Clare County Review & Marion Press

Postcard from the Pines: Got the Travel Bug?

These days our travels are rather limited. We shop, we tour the local countryside to see what’s new, there usually is something, and we await warmer weather. It’s just one fun-filled, armchair adventure after another. We are more than ready to travel again. It’s too bad that safe travel isn’t ready for us. Our son is heading for a warm tropical island this month. He can’t wait for some sunshine on his face and warm sand between his toes. We hope that when it’s time to come home that he; a) does not bring any unwanted covid virus with him, and b) that he can get back in and when he expects, and c) that he brings me a really good belated birthday gift.
We generally like to head south to Ohio between Christmas and the Super Bowl. If our daughter and family do not manage to get home for the holidays, we visit there. Our holiday visit is one of several we try to make through the year. We enjoy a trip into the historical and long settled places in southern Michigan and northeastern Ohio every so often. Once south of here, below James Hill and on into the southern portion of the state, the highway is lined by miles of farms, flat fields and disappearing woodlots.

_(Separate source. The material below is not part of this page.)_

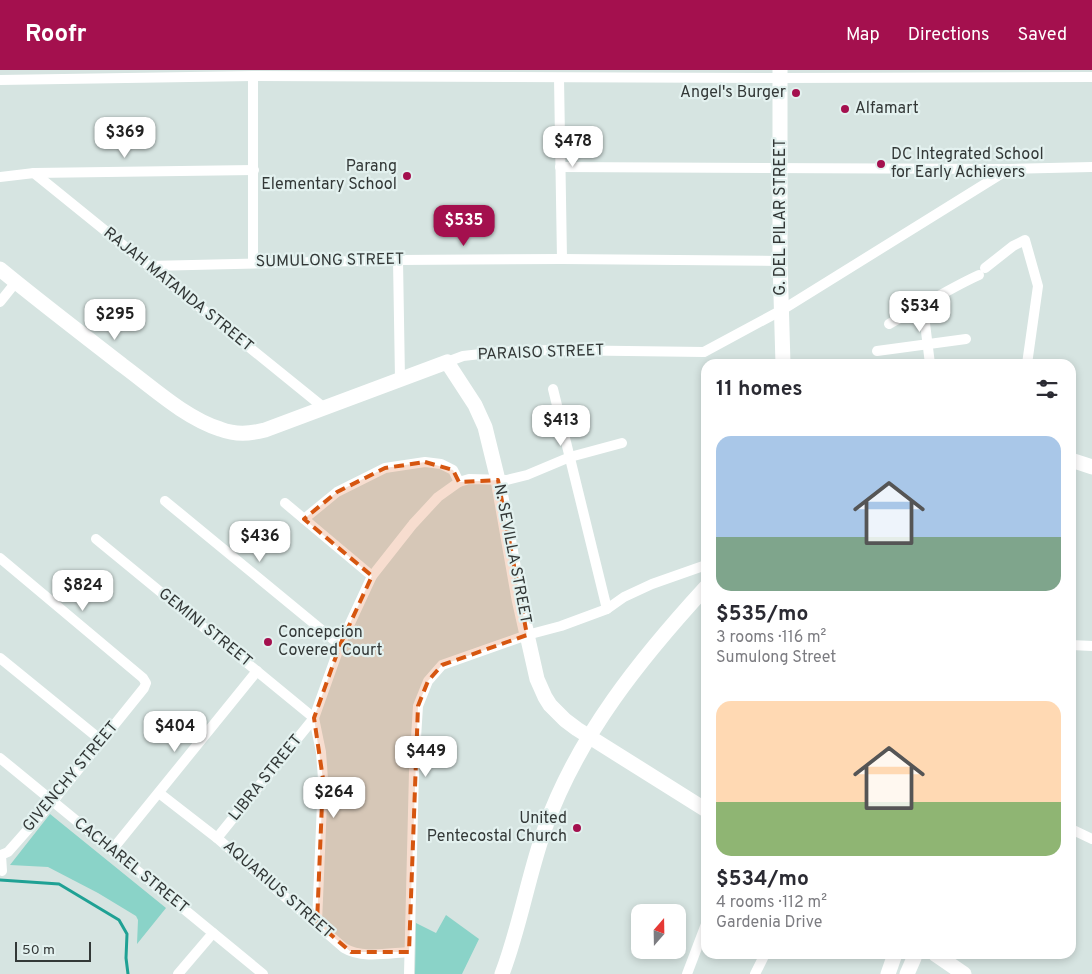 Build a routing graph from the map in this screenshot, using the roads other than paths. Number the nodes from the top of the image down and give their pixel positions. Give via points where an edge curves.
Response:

Around Michigan’s big southern cities we always note changes, beyond the ever-changing freeway system. The southern landscape is punctuated by new construction and miles of suburban landscape, from one urban center to the next. Our favorite pit-stops, always dependable, are uncertain during the time of covid.
Things other than the landscape have changed so much that we have not set out to make the long trip between here and there and quite some time. We miss the travel and change in scenery and above all, we miss our family. We are most thankful that they have come home to visit us and we look forward to heading for Ohio again when Old Man Winter clears out.

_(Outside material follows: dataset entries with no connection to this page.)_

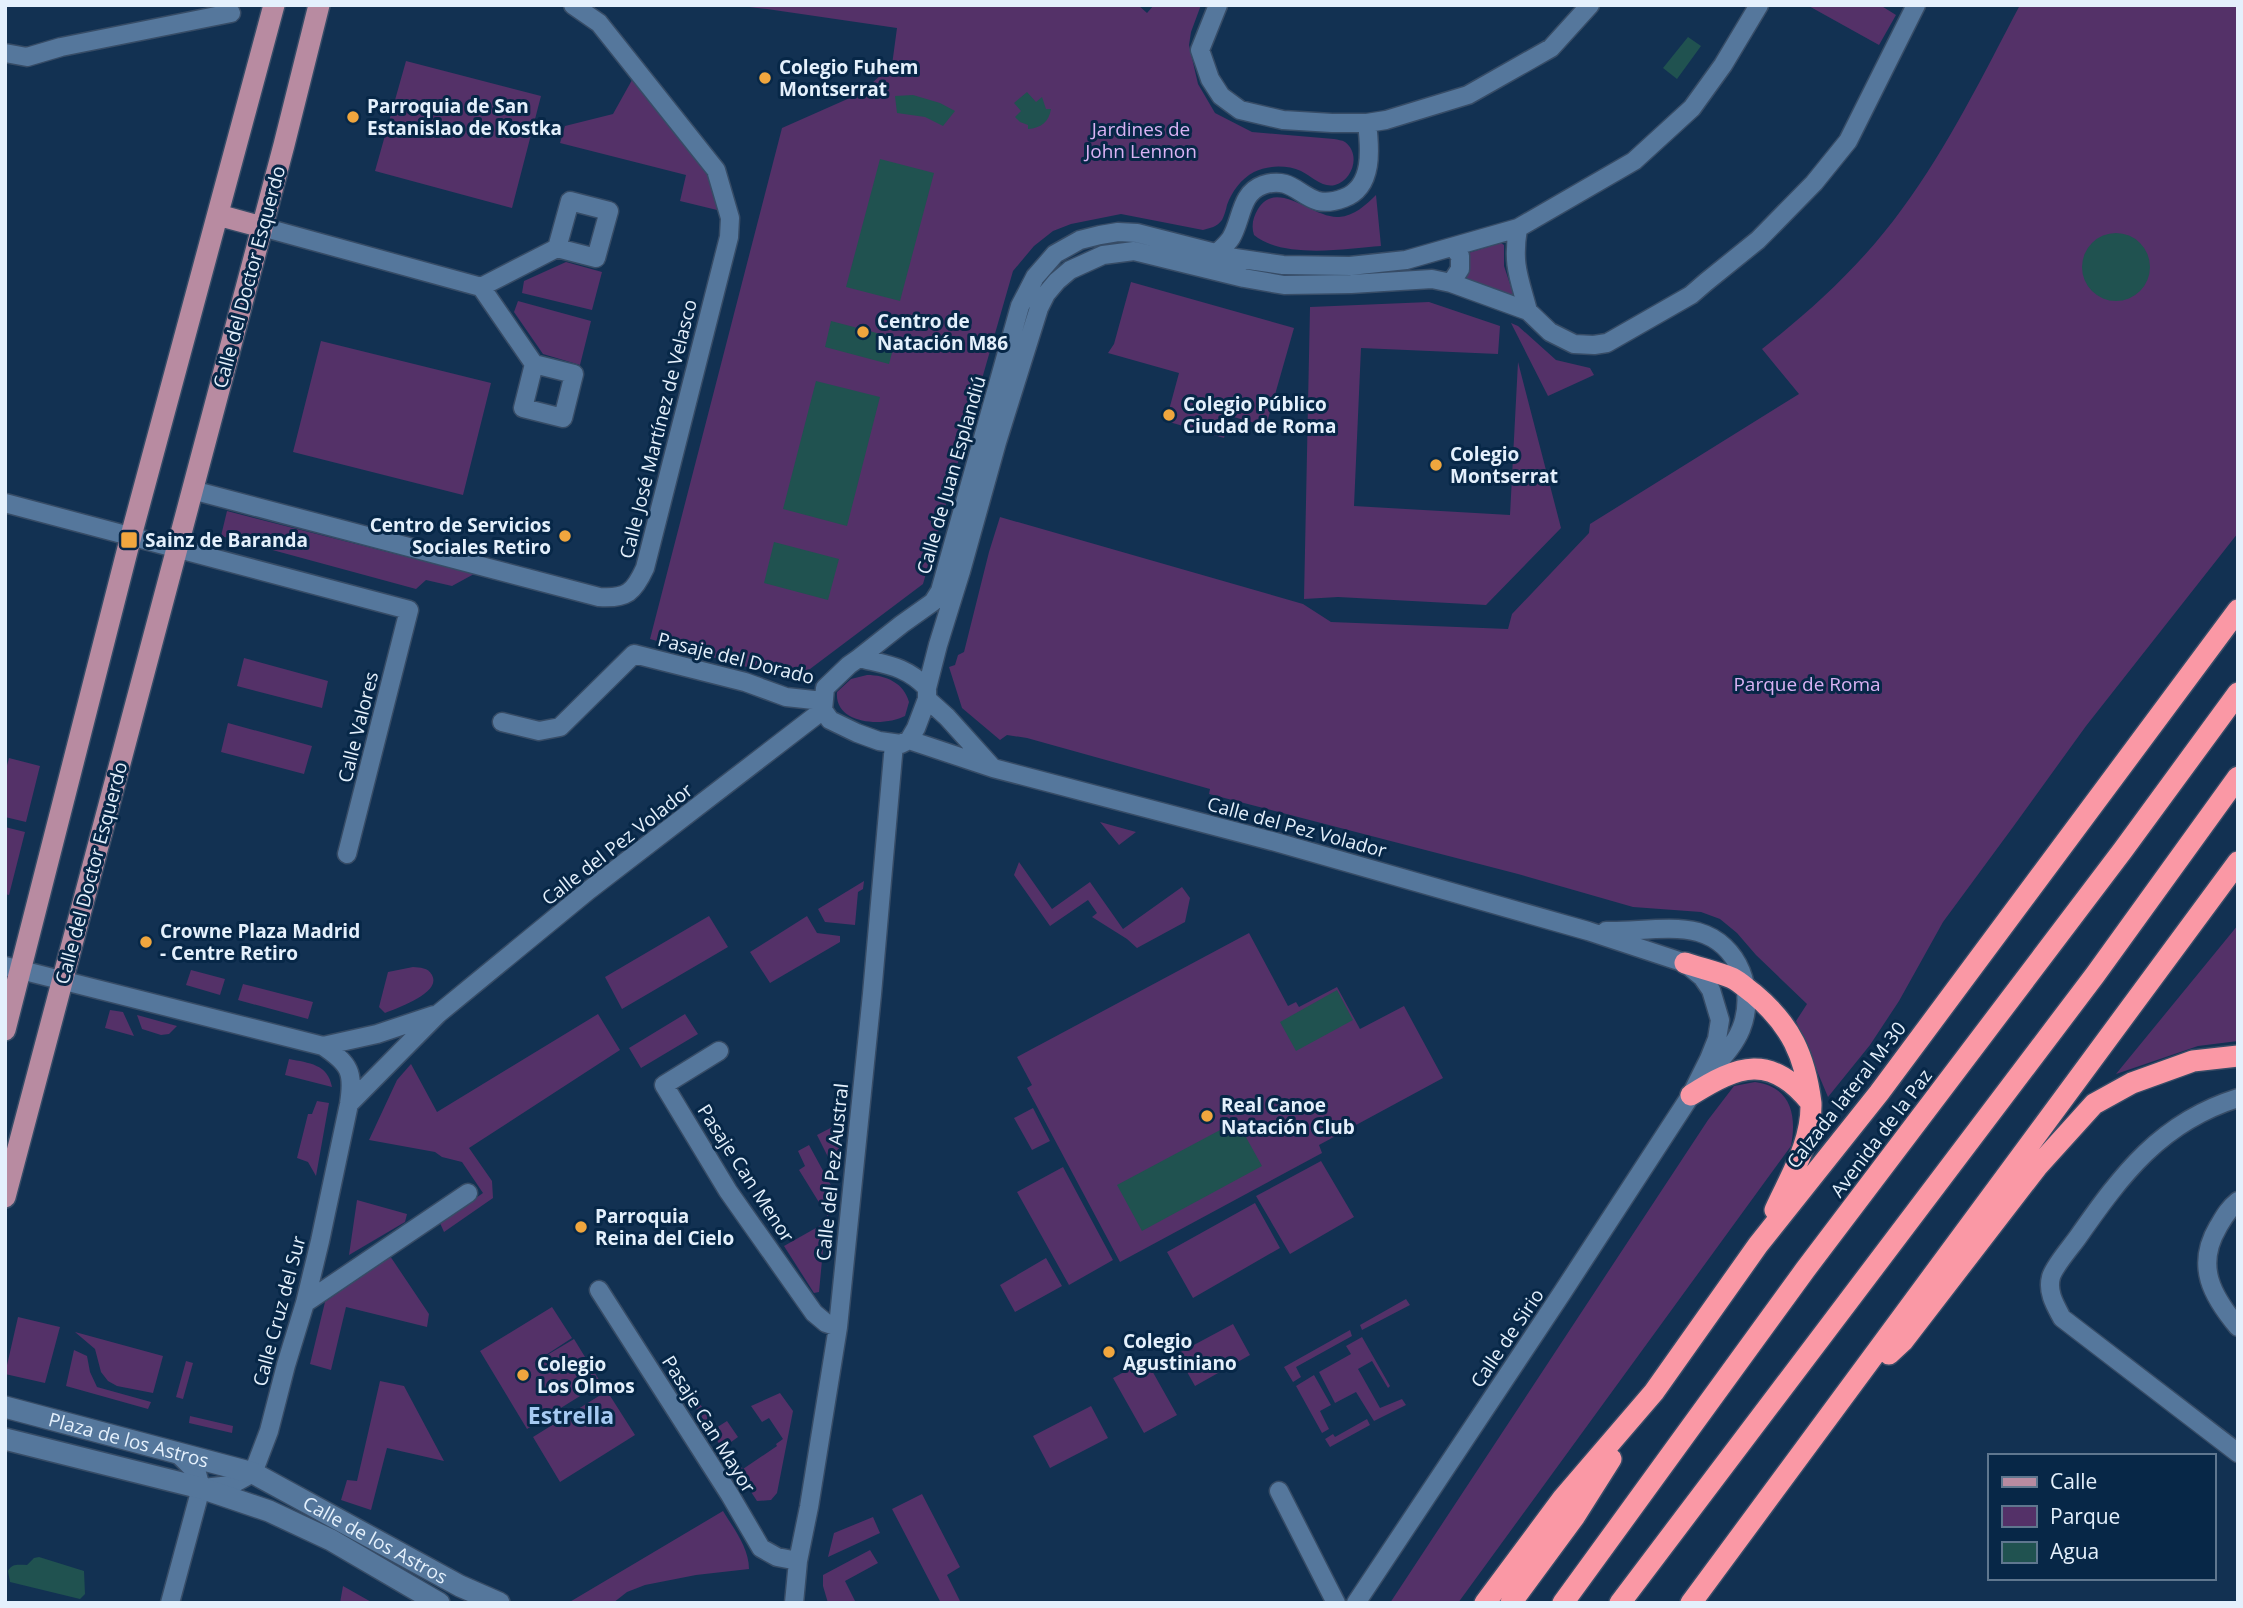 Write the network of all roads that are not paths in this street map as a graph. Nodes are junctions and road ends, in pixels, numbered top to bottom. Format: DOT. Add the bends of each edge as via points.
graph roads {
  1 [pos="274,5"];
  2 [pos="319,5"];
  3 [pos="573,5"];
  4 [pos="1218,5"];
  5 [pos="1590,5"];
  6 [pos="1759,5"];
  7 [pos="1916,5"];
  8 [pos="231,13"];
  9 [pos="5,53"];
  10 [pos="1367,123"];
  11 [pos="218,215"];
  12 [pos="262,227"];
  13 [pos="1518,228"];
  14 [pos="1231,238"];
  15 [pos="557,248"];
  16 [pos="1454,248"];
  17 [pos="1216,254"];
  18 [pos="1234,258"];
  19 [pos="1244,278"];
  20 [pos="1451,283"];
  21 [pos="481,286"];
  22 [pos="1528,311"];
  23 [pos="534,364"];
  24 [pos="192,490"];
  25 [pos="5,503"];
  26 [pos="131,537"];
  27 [pos="177,548"];
  28 [pos="2238,610"];
  29 [pos="859,658"];
  30 [pos="2238,693"];
  31 [pos="927,694"];
  32 [pos="823,705"];
  33 [pos="502,722"];
  34 [pos="901,742"];
  35 [pos="993,768"];
  36 [pos="2238,777"];
  37 [pos="347,854"];
  38 [pos="2234,869"];
  39 [pos="1588,931"];
  40 [pos="1685,962"];
  41 [pos="13,968"];
  42 [pos="63,979"];
  43 [pos="1746,988"];
  44 [pos="438,1014"];
  45 [pos="5,1030"];
  46 [pos="323,1046"];
  47 [pos="719,1051"];
  48 [pos="2238,1056"];
  49 [pos="1691,1095"];
  50 [pos="2238,1098"];
  51 [pos="1811,1103"];
  52 [pos="349,1104"];
  53 [pos="468,1193"];
  54 [pos="5,1197"];
  55 [pos="2238,1201"];
  56 [pos="1758,1245"];
  57 [pos="599,1290"];
  58 [pos="304,1303"];
  59 [pos="838,1326"];
  60 [pos="2238,1327"];
  61 [pos="1654,1392"];
  62 [pos="1844,1396"];
  63 [pos="5,1407"];
  64 [pos="5,1439"];
  65 [pos="177,1453"];
  66 [pos="2238,1453"];
  67 [pos="253,1473"];
  68 [pos="201,1489"];
  69 [pos="1279,1491"];
  70 [pos="798,1561"];
  71 [pos="170,1603"];
  72 [pos="439,1603"];
  73 [pos="499,1603"];
  74 [pos="794,1603"];
  75 [pos="1336,1603"];
  76 [pos="1356,1603"];
  77 [pos="1485,1603"];
  78 [pos="1511,1603"];
  79 [pos="1563,1603"];
  80 [pos="1620,1603"];
  81 [pos="1691,1603"];
  1 -- 11 [label="main road"];
  2 -- 12 [label="main road, Calle del Doctor Esquerdo"];
  3 -- 24 [label="street, Calle José Martínez de Velasco" via="599,23 716,170 730,218 729,237 638,583 628,594 600,597"];
  4 -- 10 [label="street" via="1200,50 1221,96 1240,110 1283,120"];
  5 -- 10 [label="street" via="1551,48 1468,95"];
  6 -- 13 [label="street, Calle de Juan Esplandiú" via="1692,108 1634,160"];
  7 -- 22 [label="street, Calle de Juan Esplandiú" via="1848,141 1779,220 1691,295 1606,343 1594,345 1559,337"];
  8 -- 9 [label="street" via="27,57"];
  10 -- 14 [label="street" via="1369,163 1351,195 1317,201 1294,186 1263,185 1246,200"];
  11 -- 12 [label="main road"];
  11 -- 26 [label="main road"];
  12 -- 21 [label="street"];
  12 -- 24 [label="main road, Calle del Doctor Esquerdo"];
  13 -- 16 [label="street, Calle de Juan Esplandiú"];
  13 -- 22 [label="street" via="1514,253"];
  14 -- 17 [label="street"];
  14 -- 18 [label="street"];
  15 -- 21 [label="street"];
  16 -- 18 [label="street, Calle de Juan Esplandiú" via="1350,267"];
  16 -- 20 [label="street" via="1460,256 1460,269"];
  17 -- 18 [label="street, Calle de Juan Esplandiú"];
  17 -- 29 [label="street, Calle de Juan Esplandiú" via="1118,232 1080,240 1055,254 1035,277 1020,306 940,592"];
  18 -- 19 [label="street"];
  19 -- 20 [label="street, Calle de Juan Esplandiú" via="1284,285 1433,279"];
  19 -- 31 [label="street, Calle de Juan Esplandiú" via="1160,256 1118,251 1077,266 1046,294 997,442"];
  20 -- 22 [label="street, Calle de Juan Esplandiú"];
  21 -- 23 [label="street"];
  24 -- 27 [label="main road, Calle del Doctor Esquerdo"];
  25 -- 26 [label="street"];
  26 -- 27 [label="street"];
  26 -- 41 [label="main road"];
  27 -- 37 [label="street, Calle Valores" via="409,610"];
  27 -- 42 [label="main road, Calle del Doctor Esquerdo"];
  28 -- 56 [label="highway, Calzada lateral M-30" via="1879,1093"];
  29 -- 31 [label="street" via="911,673"];
  29 -- 32 [label="street" via="825,688"];
  30 -- 79 [label="highway, Avenida de la Paz" via="1805,1270"];
  31 -- 34 [label="street" via="922,716"];
  31 -- 35 [label="street"];
  32 -- 33 [label="street, Pasaje del Dorado" via="634,654 560,727 539,731"];
  32 -- 34 [label="street" via="830,720 868,737"];
  32 -- 44 [label="street, Calle del Pez Volador"];
  34 -- 35 [label="street, Calle del Pez Volador"];
  34 -- 59 [label="street, Calle del Pez Austral"];
  35 -- 39 [label="street, Calle del Pez Volador"];
  36 -- 80 [label="highway" via="2095,975"];
  38 -- 62 [label="highway"];
  39 -- 40 [label="street, Calle del Pez Volador"];
  39 -- 43 [label="street, Calle del Pez Volador" via="1698,932 1732,956"];
  40 -- 43 [label="highway" via="1734,979"];
  40 -- 49 [label="street, Calle de Sirio" via="1711,990 1720,1020 1709,1059"];
  41 -- 42 [label="street, Calle del Pez Volador"];
  41 -- 45 [label="main road"];
  42 -- 46 [label="street, Calle del Pez Volador"];
  42 -- 54 [label="main road, Calle del Doctor Esquerdo"];
  43 -- 49 [label="street, Calle de Sirio" via="1740,1032"];
  43 -- 51 [label="highway" via="1786,1027 1808,1076"];
  44 -- 46 [label="street, Calle del Pez Volador"];
  44 -- 52 [label="street, Calle del Pez Volador"];
  46 -- 52 [label="street, Calle del Pez Volador" via="348,1068 352,1082"];
  47 -- 59 [label="street, Pasaje Can Menor" via="664,1085 728,1191 814,1313"];
  48 -- 62 [label="highway" via="2193,1061 2132,1083 2094,1104 2037,1167 1903,1341"];
  49 -- 51 [label="highway" via="1721,1076 1753,1068 1787,1078"];
  49 -- 76 [label="street, Calle de Sirio"];
  50 -- 66 [label="street" via="2182,1123 2136,1161 2051,1277 2051,1297 2062,1318"];
  51 -- 56 [label="highway" via="1804,1146"];
  52 -- 58 [label="street, Calle Cruz del Sur"];
  53 -- 58 [label="street"];
  55 -- 60 [label="street" via="2211,1239 2206,1271 2220,1305"];
  56 -- 61 [label="highway, Calzada lateral M-30"];
  57 -- 70 [label="street, Pasaje Can Mayor" via="761,1548"];
  58 -- 67 [label="street, Calle Cruz del Sur" via="270,1431"];
  59 -- 70 [label="street, Calle del Pez Austral"];
  61 -- 77 [label="highway, Calzada lateral M-30" via="1563,1498"];
  61 -- 78 [label="highway" via="1575,1516"];
  62 -- 81 [label="highway"];
  63 -- 65 [label="main road, Plaza de los Astros"];
  64 -- 68 [label="main road, Plaza de los Astros"];
  65 -- 67 [label="main road, Plaza de los Astros"];
  65 -- 68 [label="street" via="197,1473"];
  67 -- 68 [label="street" via="231,1485"];
  67 -- 73 [label="main road, Calle de los Astros"];
  68 -- 71 [label="street"];
  68 -- 72 [label="main road, Calle de los Astros" via="289,1520"];
  69 -- 75 [label="street"];
  70 -- 74 [label="street, Calle del Pez Austral"];
}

And we miss the people we meet. We once had a conversation with a woman who thought she was somewhat familiar with northern Michigan. She asked if I wanted further wrapping on an item I’d bought. I told her no, that it was okay and that I’d pack it up later as it had a long ride ahead. She asked to where, so I whipped up my own personal right-handed Michigan map.
I have to say that I’d waited a long time to do that. There’s not much call for that hand-map stuff when you live in the mitten and everyone knows where they are.
I showed her where we live. “Oh,” she said, “near Clare?”
I replied, yes, it was close and narrowed my location to between Harrison and Cadillac. Had she perhaps heard of it? She lit up. Yes, indeed. She had good friends who once owned a summer place at Cadillac. She assured me that it was quite a primitive place, miles and miles from anywhere; no electricity or plowed roads, and the cabin had for a door, one once belonging to a wooden meat locker, several inches thick. This fended off the wild animals which lived in the surrounding miles of thick forest.
I just nodded and chuckled. It was clear that this much misinformed woman completely believed that vast areas of untamed wilderness still existed in parts of our state. This may have been the point where I should have asked her if people there still traveled the Ohio River on rafts like Huck Finn.
“Yes,” I agreed, “it is a very long ride between here and there.” On that account she was right.